▶ Task directions:
Output all the entries word for word. Omit the pictures.

▶ The data:
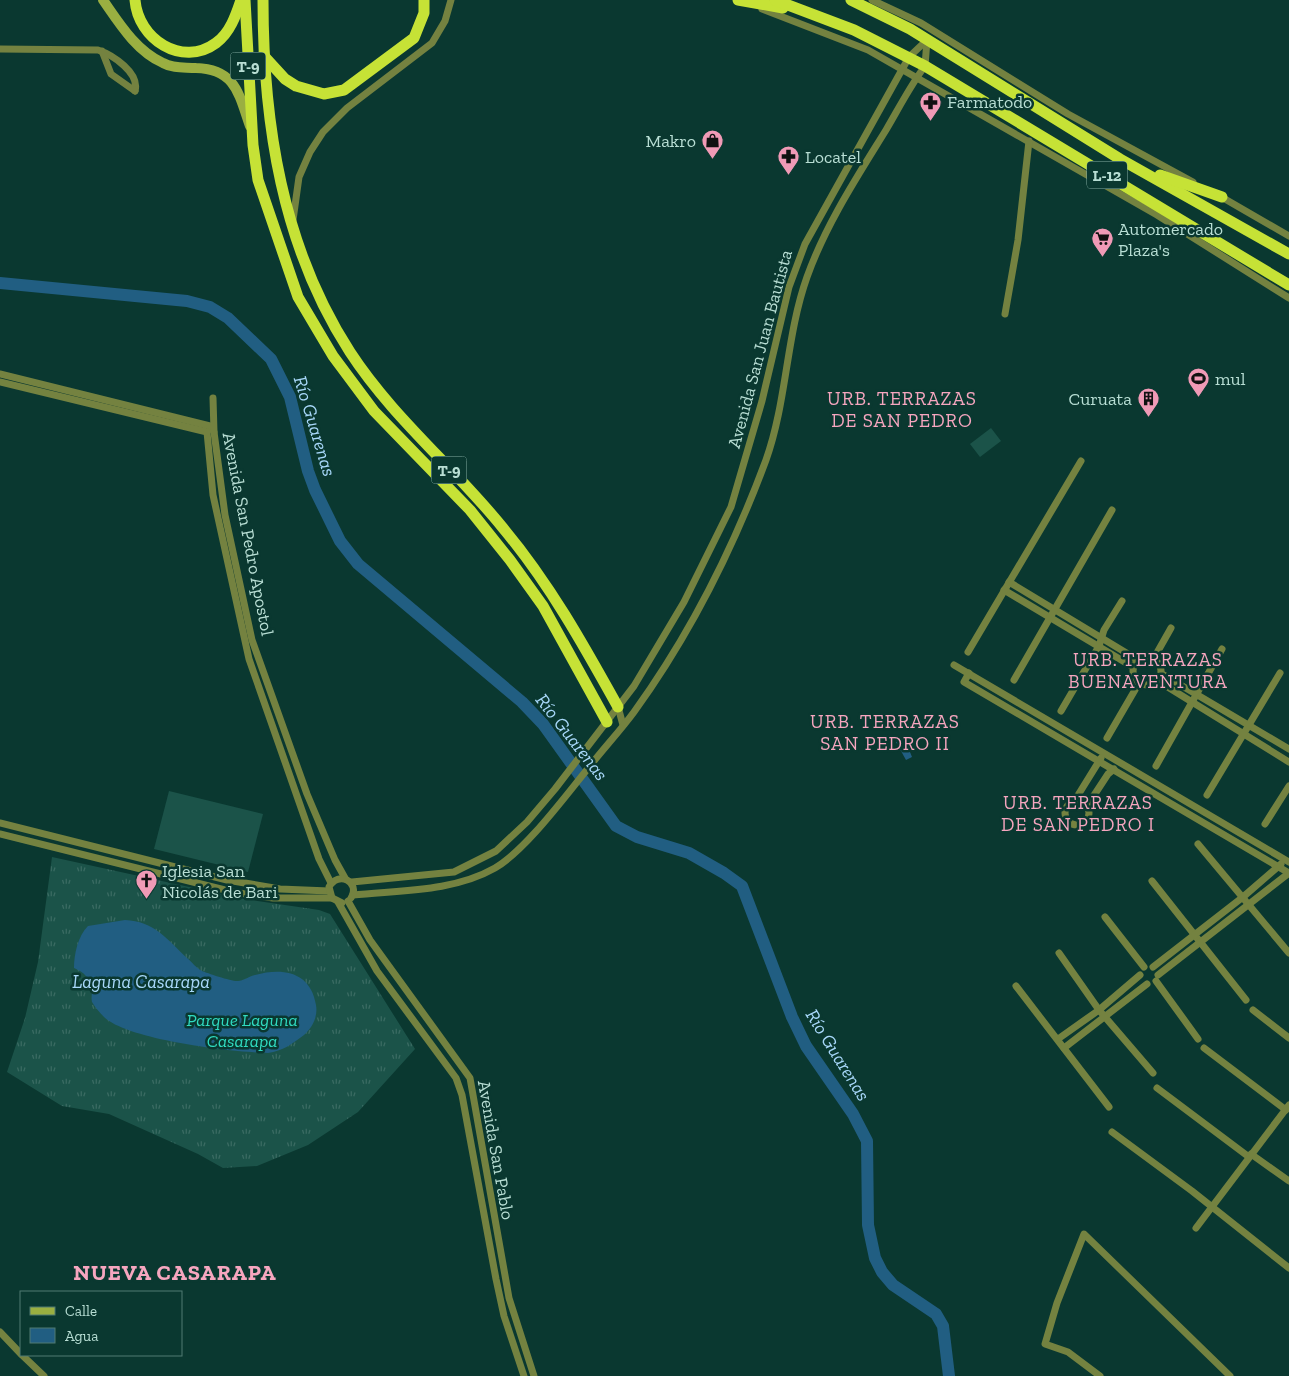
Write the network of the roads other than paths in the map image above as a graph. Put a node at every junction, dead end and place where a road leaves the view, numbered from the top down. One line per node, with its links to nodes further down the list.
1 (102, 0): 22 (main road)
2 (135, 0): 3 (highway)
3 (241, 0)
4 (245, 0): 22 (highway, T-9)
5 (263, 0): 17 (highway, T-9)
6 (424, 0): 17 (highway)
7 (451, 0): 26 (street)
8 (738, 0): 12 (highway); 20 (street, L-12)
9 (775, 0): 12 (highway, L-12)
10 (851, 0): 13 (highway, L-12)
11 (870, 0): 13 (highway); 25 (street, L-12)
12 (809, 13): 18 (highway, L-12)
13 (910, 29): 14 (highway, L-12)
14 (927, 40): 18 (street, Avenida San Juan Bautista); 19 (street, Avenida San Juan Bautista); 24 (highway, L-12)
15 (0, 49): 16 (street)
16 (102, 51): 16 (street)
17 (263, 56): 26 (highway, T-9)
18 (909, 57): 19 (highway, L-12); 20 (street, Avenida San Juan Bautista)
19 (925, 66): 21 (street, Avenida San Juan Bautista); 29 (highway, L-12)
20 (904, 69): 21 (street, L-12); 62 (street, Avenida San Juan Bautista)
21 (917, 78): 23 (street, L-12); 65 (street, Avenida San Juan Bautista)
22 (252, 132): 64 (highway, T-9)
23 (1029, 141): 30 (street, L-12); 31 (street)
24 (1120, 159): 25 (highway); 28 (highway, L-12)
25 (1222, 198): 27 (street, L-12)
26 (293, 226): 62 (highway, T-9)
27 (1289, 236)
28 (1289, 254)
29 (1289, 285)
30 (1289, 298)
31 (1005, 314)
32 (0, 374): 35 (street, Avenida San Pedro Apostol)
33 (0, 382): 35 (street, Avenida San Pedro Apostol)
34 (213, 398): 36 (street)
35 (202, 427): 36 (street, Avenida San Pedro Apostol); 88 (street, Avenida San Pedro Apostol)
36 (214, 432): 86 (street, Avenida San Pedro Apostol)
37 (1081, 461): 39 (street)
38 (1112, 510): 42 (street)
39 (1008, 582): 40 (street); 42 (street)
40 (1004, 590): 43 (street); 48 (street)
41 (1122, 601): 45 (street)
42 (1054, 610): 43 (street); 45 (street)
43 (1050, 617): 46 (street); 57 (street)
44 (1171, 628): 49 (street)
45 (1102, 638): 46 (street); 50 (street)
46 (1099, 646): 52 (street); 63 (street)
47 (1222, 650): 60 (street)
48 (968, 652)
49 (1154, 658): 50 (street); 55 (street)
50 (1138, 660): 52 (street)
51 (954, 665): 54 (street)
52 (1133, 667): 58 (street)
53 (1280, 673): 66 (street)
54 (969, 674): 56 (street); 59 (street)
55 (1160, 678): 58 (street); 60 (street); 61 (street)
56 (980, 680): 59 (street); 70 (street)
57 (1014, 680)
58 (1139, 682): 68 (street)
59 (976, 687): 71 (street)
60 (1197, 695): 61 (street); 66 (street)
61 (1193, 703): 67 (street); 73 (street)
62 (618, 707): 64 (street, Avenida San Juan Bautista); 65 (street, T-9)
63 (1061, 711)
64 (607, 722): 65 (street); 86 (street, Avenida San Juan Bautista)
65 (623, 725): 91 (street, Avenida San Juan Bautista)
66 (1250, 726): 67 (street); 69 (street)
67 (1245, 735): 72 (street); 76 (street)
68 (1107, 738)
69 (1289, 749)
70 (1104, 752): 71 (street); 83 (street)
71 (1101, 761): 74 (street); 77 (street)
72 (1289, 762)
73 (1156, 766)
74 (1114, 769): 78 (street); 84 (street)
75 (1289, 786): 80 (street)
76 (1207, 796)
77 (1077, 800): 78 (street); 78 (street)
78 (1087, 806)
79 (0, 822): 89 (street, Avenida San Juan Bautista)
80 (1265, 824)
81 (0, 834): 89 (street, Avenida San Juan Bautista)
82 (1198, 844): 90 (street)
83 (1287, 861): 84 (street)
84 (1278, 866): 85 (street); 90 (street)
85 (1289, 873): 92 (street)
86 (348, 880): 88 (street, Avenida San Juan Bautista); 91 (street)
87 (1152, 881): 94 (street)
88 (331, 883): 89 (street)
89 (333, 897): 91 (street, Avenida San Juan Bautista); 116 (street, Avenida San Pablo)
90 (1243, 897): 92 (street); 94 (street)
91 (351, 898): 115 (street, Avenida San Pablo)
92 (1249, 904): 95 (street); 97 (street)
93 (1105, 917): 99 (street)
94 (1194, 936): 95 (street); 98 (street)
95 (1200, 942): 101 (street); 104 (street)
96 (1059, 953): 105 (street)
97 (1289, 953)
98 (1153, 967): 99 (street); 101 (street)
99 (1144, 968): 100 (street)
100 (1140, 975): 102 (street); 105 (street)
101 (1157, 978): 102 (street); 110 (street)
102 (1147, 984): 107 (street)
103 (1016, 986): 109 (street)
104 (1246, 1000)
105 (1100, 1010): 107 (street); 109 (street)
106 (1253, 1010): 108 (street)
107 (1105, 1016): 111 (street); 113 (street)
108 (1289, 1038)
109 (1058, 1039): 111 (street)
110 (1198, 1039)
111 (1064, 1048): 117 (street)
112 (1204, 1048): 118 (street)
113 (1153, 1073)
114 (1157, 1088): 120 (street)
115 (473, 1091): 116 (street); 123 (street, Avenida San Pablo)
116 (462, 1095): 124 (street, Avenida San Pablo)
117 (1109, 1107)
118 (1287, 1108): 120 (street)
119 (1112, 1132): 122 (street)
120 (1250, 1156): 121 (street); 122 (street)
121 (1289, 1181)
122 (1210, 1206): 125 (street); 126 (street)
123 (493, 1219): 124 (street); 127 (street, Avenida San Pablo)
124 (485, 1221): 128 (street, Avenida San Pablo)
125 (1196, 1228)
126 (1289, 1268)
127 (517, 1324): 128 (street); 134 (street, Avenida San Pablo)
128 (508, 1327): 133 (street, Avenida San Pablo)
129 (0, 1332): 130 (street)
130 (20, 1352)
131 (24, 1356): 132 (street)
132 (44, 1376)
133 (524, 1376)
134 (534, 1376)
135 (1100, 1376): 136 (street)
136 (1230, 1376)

▶ Reply to the exercise:
Write the network of the roads other than paths in the map image above as a graph. Put a node at every junction, dead end and place where a road leaves the view, numbered from the top down. One line per node, with its links to nodes further down the list.
1 (102, 0): 22 (main road)
2 (135, 0): 3 (highway)
3 (241, 0)
4 (245, 0): 22 (highway, T-9)
5 (263, 0): 17 (highway, T-9)
6 (424, 0): 17 (highway)
7 (451, 0): 26 (street)
8 (738, 0): 12 (highway); 20 (street, L-12)
9 (775, 0): 12 (highway, L-12)
10 (851, 0): 13 (highway, L-12)
11 (870, 0): 13 (highway); 25 (street, L-12)
12 (809, 13): 18 (highway, L-12)
13 (910, 29): 14 (highway, L-12)
14 (927, 40): 18 (street, Avenida San Juan Bautista); 19 (street, Avenida San Juan Bautista); 24 (highway, L-12)
15 (0, 49): 16 (street)
16 (102, 51): 16 (street)
17 (263, 56): 26 (highway, T-9)
18 (909, 57): 19 (highway, L-12); 20 (street, Avenida San Juan Bautista)
19 (925, 66): 21 (street, Avenida San Juan Bautista); 29 (highway, L-12)
20 (904, 69): 21 (street, L-12); 62 (street, Avenida San Juan Bautista)
21 (917, 78): 23 (street, L-12); 65 (street, Avenida San Juan Bautista)
22 (252, 132): 64 (highway, T-9)
23 (1029, 141): 30 (street, L-12); 31 (street)
24 (1120, 159): 25 (highway); 28 (highway, L-12)
25 (1222, 198): 27 (street, L-12)
26 (293, 226): 62 (highway, T-9)
27 (1289, 236)
28 (1289, 254)
29 (1289, 285)
30 (1289, 298)
31 (1005, 314)
32 (0, 374): 35 (street, Avenida San Pedro Apostol)
33 (0, 382): 35 (street, Avenida San Pedro Apostol)
34 (213, 398): 36 (street)
35 (202, 427): 36 (street, Avenida San Pedro Apostol); 88 (street, Avenida San Pedro Apostol)
36 (214, 432): 86 (street, Avenida San Pedro Apostol)
37 (1081, 461): 39 (street)
38 (1112, 510): 42 (street)
39 (1008, 582): 40 (street); 42 (street)
40 (1004, 590): 43 (street); 48 (street)
41 (1122, 601): 45 (street)
42 (1054, 610): 43 (street); 45 (street)
43 (1050, 617): 46 (street); 57 (street)
44 (1171, 628): 49 (street)
45 (1102, 638): 46 (street); 50 (street)
46 (1099, 646): 52 (street); 63 (street)
47 (1222, 650): 60 (street)
48 (968, 652)
49 (1154, 658): 50 (street); 55 (street)
50 (1138, 660): 52 (street)
51 (954, 665): 54 (street)
52 (1133, 667): 58 (street)
53 (1280, 673): 66 (street)
54 (969, 674): 56 (street); 59 (street)
55 (1160, 678): 58 (street); 60 (street); 61 (street)
56 (980, 680): 59 (street); 70 (street)
57 (1014, 680)
58 (1139, 682): 68 (street)
59 (976, 687): 71 (street)
60 (1197, 695): 61 (street); 66 (street)
61 (1193, 703): 67 (street); 73 (street)
62 (618, 707): 64 (street, Avenida San Juan Bautista); 65 (street, T-9)
63 (1061, 711)
64 (607, 722): 65 (street); 86 (street, Avenida San Juan Bautista)
65 (623, 725): 91 (street, Avenida San Juan Bautista)
66 (1250, 726): 67 (street); 69 (street)
67 (1245, 735): 72 (street); 76 (street)
68 (1107, 738)
69 (1289, 749)
70 (1104, 752): 71 (street); 83 (street)
71 (1101, 761): 74 (street); 77 (street)
72 (1289, 762)
73 (1156, 766)
74 (1114, 769): 78 (street); 84 (street)
75 (1289, 786): 80 (street)
76 (1207, 796)
77 (1077, 800): 78 (street); 78 (street)
78 (1087, 806)
79 (0, 822): 89 (street, Avenida San Juan Bautista)
80 (1265, 824)
81 (0, 834): 89 (street, Avenida San Juan Bautista)
82 (1198, 844): 90 (street)
83 (1287, 861): 84 (street)
84 (1278, 866): 85 (street); 90 (street)
85 (1289, 873): 92 (street)
86 (348, 880): 88 (street, Avenida San Juan Bautista); 91 (street)
87 (1152, 881): 94 (street)
88 (331, 883): 89 (street)
89 (333, 897): 91 (street, Avenida San Juan Bautista); 116 (street, Avenida San Pablo)
90 (1243, 897): 92 (street); 94 (street)
91 (351, 898): 115 (street, Avenida San Pablo)
92 (1249, 904): 95 (street); 97 (street)
93 (1105, 917): 99 (street)
94 (1194, 936): 95 (street); 98 (street)
95 (1200, 942): 101 (street); 104 (street)
96 (1059, 953): 105 (street)
97 (1289, 953)
98 (1153, 967): 99 (street); 101 (street)
99 (1144, 968): 100 (street)
100 (1140, 975): 102 (street); 105 (street)
101 (1157, 978): 102 (street); 110 (street)
102 (1147, 984): 107 (street)
103 (1016, 986): 109 (street)
104 (1246, 1000)
105 (1100, 1010): 107 (street); 109 (street)
106 (1253, 1010): 108 (street)
107 (1105, 1016): 111 (street); 113 (street)
108 (1289, 1038)
109 (1058, 1039): 111 (street)
110 (1198, 1039)
111 (1064, 1048): 117 (street)
112 (1204, 1048): 118 (street)
113 (1153, 1073)
114 (1157, 1088): 120 (street)
115 (473, 1091): 116 (street); 123 (street, Avenida San Pablo)
116 (462, 1095): 124 (street, Avenida San Pablo)
117 (1109, 1107)
118 (1287, 1108): 120 (street)
119 (1112, 1132): 122 (street)
120 (1250, 1156): 121 (street); 122 (street)
121 (1289, 1181)
122 (1210, 1206): 125 (street); 126 (street)
123 (493, 1219): 124 (street); 127 (street, Avenida San Pablo)
124 (485, 1221): 128 (street, Avenida San Pablo)
125 (1196, 1228)
126 (1289, 1268)
127 (517, 1324): 128 (street); 134 (street, Avenida San Pablo)
128 (508, 1327): 133 (street, Avenida San Pablo)
129 (0, 1332): 130 (street)
130 (20, 1352)
131 (24, 1356): 132 (street)
132 (44, 1376)
133 (524, 1376)
134 (534, 1376)
135 (1100, 1376): 136 (street)
136 (1230, 1376)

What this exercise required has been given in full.